Sokol graduated in 1994 with three majors in Applied Sciences in Engineering, Mathematics, and Computer Science. He went on to the Massachusetts Institute of Technology, where he earned his Ph.D. in Operations Research. He made the move to Georgia Tech back in 1999. Here, his research has focused primarily on applied analytics – leveraging mathematical modeling, operations research, and statistics to streamline and improve operations in a number of fields – including professional sports.

In fact, Sokol has worked with teams or leagues from all three major American sports with decision making and system designs. One example of Sokol’s work is aiding decision-making in drafting players. “Before the draft, a team’s experts disagree about which players will be better for the team, and which players there's more uncertainty about,” Sokol said. “How do they combine all of those opinions into an overall draft priority and value those players compared to draft picks and potential trades?” Some of Sokol’s other work includes determining teams’ playoff chances (and how can they improve them), how teams should use their tracking data from games and practices, and how to rank teams that haven’t played each other. On this last topic, Sokol’s Logistic Regression Markov Chain (LRMC) predicative modeling of the NCAA basketball tournament continues to stand as an industry leader and has received significant publicity.

In addition to sports analytics, Sokol’s work also impacts the world of personalized medicine and surgical intervention. 

“Some of the work that I'm doing right now is around organ transplants,” Sokol said. “We're looking at better ways of predicting, given a specific organ and a specific potential recipient, how long might that recipient live if he or she takes the organ to be transplanted. This can help patients and physicians make better decisions about whether they should take organs that are offered, and help make better matches between patients and organs that are available for transplant.”

These analytics applications, Sokol said, could improve medical outcomes and help ensure successful organ transplantation – saving lives in the process.  

Ask other learners at Georgia Tech about Joel Sokol, however, and they’ll likely focus on his other major achievements: teaching,  curriculum development, and guiding future and current industry professionals along their educational paths.

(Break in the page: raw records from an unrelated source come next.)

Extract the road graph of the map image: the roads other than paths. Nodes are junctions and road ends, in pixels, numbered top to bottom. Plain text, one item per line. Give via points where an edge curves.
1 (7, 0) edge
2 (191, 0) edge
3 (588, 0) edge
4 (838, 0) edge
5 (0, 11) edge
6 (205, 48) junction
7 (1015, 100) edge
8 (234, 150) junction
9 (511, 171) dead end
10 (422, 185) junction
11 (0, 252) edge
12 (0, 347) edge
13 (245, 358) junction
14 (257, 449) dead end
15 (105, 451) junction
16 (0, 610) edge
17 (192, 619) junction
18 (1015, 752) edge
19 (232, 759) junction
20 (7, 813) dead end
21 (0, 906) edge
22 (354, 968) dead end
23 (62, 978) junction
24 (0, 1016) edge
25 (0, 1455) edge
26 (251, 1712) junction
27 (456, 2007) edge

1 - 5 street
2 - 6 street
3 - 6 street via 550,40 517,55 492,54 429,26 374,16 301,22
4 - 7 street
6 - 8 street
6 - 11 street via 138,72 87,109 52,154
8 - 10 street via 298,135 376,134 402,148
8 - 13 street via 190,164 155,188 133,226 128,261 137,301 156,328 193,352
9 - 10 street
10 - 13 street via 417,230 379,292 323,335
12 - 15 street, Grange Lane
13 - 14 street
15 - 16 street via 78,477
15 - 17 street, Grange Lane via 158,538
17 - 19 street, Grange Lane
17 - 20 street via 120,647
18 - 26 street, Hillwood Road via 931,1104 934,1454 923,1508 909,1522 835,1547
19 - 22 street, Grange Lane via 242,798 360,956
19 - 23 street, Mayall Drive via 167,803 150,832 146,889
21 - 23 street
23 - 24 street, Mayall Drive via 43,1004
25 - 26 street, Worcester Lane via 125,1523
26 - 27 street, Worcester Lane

For these efforts, he earned recognition from both the Institute of Industrial Engineers (now the Institute of Industrial and Systems Engineers) and the National Academy of Engineering – as well Georgia Tech’s biggest teaching awards. Most recently, he was honored with the inaugural MS Analytics Outstanding Faculty Award. He also served two terms as vice president of education for the Institute for Operations Research and the Management Sciences (INFORMS), where he also served as founding officer of its sports operations research section.

Sokol has watched online learning explode during his time with Georgia Tech – and he’s continuing the trend with the Online Master of Science in Analytics (OMS Analytics).

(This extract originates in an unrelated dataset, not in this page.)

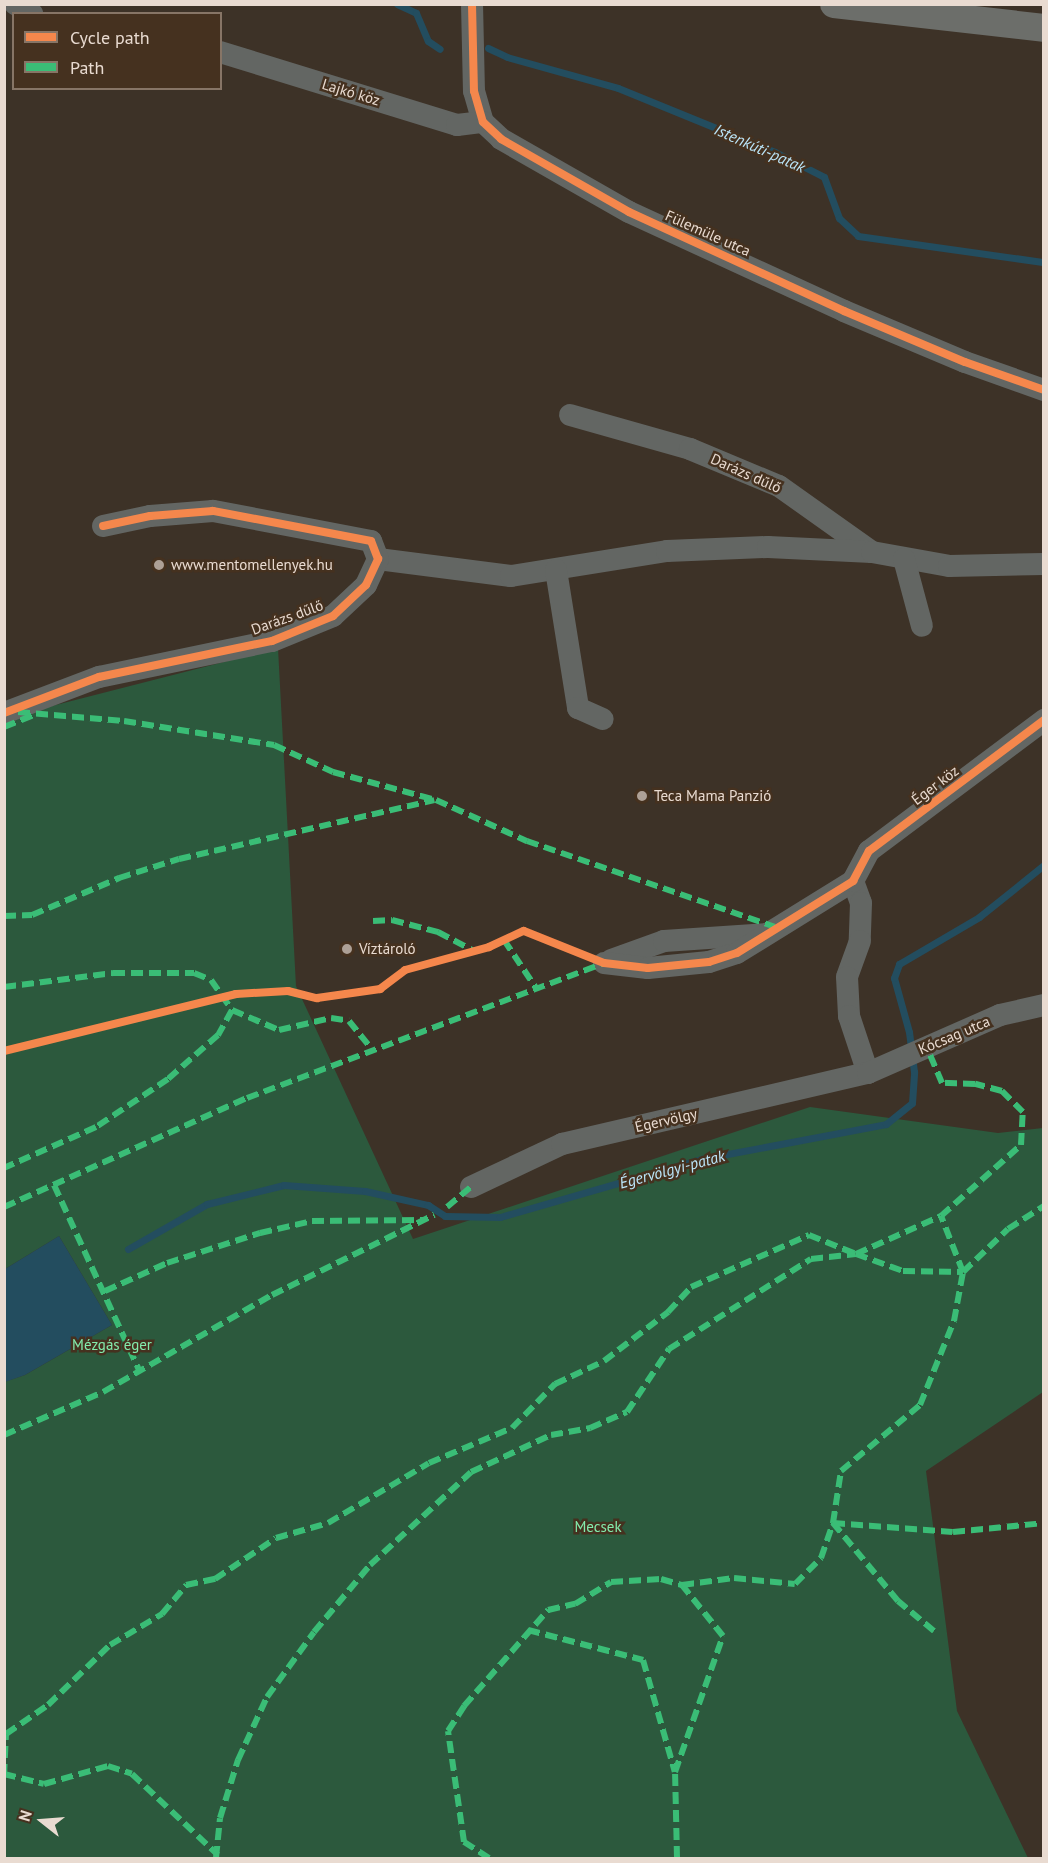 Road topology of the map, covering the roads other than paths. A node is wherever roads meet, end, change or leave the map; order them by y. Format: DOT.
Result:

Sokol directs both the traditional, on-campus MS Analytics program and its online counterpart. He attributes the success of OMS Analytics to both the value of the degree and the overall experience. While someone who has never experienced it might dismiss online learning as “just videotaping a lecture,” the full package entails faculty content experts, instructional designers, online format experts, graphic designers, and video producers all interacting to create an outstanding educational experience.

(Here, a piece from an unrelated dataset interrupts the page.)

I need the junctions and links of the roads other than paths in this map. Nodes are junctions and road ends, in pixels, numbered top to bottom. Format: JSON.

OMS Analytics marks Sokol’s first dive into the world of online teaching, but he’s embraced it fully. He believes the experience improved his overall teaching ability, continuing his nearly two decades of commitment to Georgia Tech.

The experience has also given Sokol insight into other application areas for analytics, such as the railroad and petroleum industry. Plus, the resulting professional connections are also rewarding.  

“I have 600 people in my online course this semester, and it's just going to get bigger,” Sokol said. “A few years down the road, all these people will be working in analytics, and that range of professional connections will be great. I think in general that's a big benefit, both for me and for everyone in the cohort.”

It’s also a future in which analytics itself will continue to revolutionize the way industries make decisions and respond to change.

“I think there's going to be a lot more emphasis on using analytics for fundamental decision-making in a lot more ways,” Sokol said. “And down the road, I also think that the impact of people, with all of our quirks, will be taken into account better than it is now.”